** Data for analysis **
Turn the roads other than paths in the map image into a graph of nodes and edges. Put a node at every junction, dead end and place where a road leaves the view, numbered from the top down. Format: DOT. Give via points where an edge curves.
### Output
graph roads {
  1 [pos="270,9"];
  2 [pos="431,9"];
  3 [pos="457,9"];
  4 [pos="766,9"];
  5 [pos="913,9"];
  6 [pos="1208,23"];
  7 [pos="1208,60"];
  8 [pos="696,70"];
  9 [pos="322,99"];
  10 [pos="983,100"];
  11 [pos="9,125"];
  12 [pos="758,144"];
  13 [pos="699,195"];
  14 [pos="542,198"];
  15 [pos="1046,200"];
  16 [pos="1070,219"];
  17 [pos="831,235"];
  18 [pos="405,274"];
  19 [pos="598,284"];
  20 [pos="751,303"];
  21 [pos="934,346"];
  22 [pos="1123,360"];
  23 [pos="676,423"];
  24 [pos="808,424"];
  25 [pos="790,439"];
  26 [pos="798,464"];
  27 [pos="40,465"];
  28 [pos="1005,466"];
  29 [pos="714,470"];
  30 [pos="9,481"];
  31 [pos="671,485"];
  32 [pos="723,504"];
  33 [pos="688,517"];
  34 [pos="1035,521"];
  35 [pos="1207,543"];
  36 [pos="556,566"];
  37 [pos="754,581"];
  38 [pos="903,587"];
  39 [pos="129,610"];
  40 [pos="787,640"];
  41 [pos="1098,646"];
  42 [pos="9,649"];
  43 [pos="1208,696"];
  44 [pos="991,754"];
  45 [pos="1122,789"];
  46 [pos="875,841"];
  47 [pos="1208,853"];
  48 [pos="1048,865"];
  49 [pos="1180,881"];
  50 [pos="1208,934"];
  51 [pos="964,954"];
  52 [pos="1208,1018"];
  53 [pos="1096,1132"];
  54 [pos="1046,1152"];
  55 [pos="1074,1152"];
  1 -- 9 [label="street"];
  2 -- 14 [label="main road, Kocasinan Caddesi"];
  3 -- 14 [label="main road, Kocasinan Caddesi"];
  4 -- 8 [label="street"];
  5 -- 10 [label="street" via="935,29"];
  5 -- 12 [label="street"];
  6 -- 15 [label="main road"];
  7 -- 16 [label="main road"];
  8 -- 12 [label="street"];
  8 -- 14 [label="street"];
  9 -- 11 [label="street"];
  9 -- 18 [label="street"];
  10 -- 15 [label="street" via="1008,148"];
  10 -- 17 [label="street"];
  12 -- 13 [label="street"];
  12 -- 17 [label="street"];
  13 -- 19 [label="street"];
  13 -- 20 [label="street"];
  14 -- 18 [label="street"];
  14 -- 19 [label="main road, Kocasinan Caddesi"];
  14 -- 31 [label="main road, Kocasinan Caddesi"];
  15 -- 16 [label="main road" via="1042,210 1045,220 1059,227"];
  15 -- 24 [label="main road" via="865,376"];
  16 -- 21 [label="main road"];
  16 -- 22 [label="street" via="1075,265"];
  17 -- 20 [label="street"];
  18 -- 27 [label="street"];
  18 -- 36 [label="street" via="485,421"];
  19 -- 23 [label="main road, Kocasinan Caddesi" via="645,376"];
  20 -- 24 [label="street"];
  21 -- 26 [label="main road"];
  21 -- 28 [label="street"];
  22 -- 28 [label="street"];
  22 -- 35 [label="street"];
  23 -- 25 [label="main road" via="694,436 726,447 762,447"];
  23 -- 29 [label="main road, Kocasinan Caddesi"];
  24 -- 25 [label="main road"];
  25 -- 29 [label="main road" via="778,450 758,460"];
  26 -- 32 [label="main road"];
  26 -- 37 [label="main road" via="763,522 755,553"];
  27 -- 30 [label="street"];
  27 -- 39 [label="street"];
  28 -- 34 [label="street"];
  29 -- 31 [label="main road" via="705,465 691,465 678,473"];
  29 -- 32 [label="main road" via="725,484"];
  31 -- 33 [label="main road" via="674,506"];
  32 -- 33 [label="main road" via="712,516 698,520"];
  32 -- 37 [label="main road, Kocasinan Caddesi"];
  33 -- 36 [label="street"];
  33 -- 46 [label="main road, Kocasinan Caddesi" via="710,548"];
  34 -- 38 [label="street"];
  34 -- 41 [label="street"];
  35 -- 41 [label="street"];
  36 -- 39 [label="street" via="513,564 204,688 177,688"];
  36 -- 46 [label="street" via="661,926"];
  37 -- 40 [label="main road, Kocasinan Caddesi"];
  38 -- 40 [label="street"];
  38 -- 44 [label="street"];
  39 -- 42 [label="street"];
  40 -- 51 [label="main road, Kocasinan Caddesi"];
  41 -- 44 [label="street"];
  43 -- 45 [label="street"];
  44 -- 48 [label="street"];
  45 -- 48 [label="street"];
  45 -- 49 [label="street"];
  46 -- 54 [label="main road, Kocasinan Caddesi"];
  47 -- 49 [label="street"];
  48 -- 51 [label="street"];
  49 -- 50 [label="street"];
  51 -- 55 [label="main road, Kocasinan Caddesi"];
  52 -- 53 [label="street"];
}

** Instructions for the task **
Which lines above contain the word "roads"? Copy each of them.

** Answer area **
Turn the roads other than paths in the map image into a graph of nodes and edges. Put a node at every junction, dead end and place where a road leaves the view, numbered from the top down. Format: DOT. Give via points where an edge curves.
graph roads {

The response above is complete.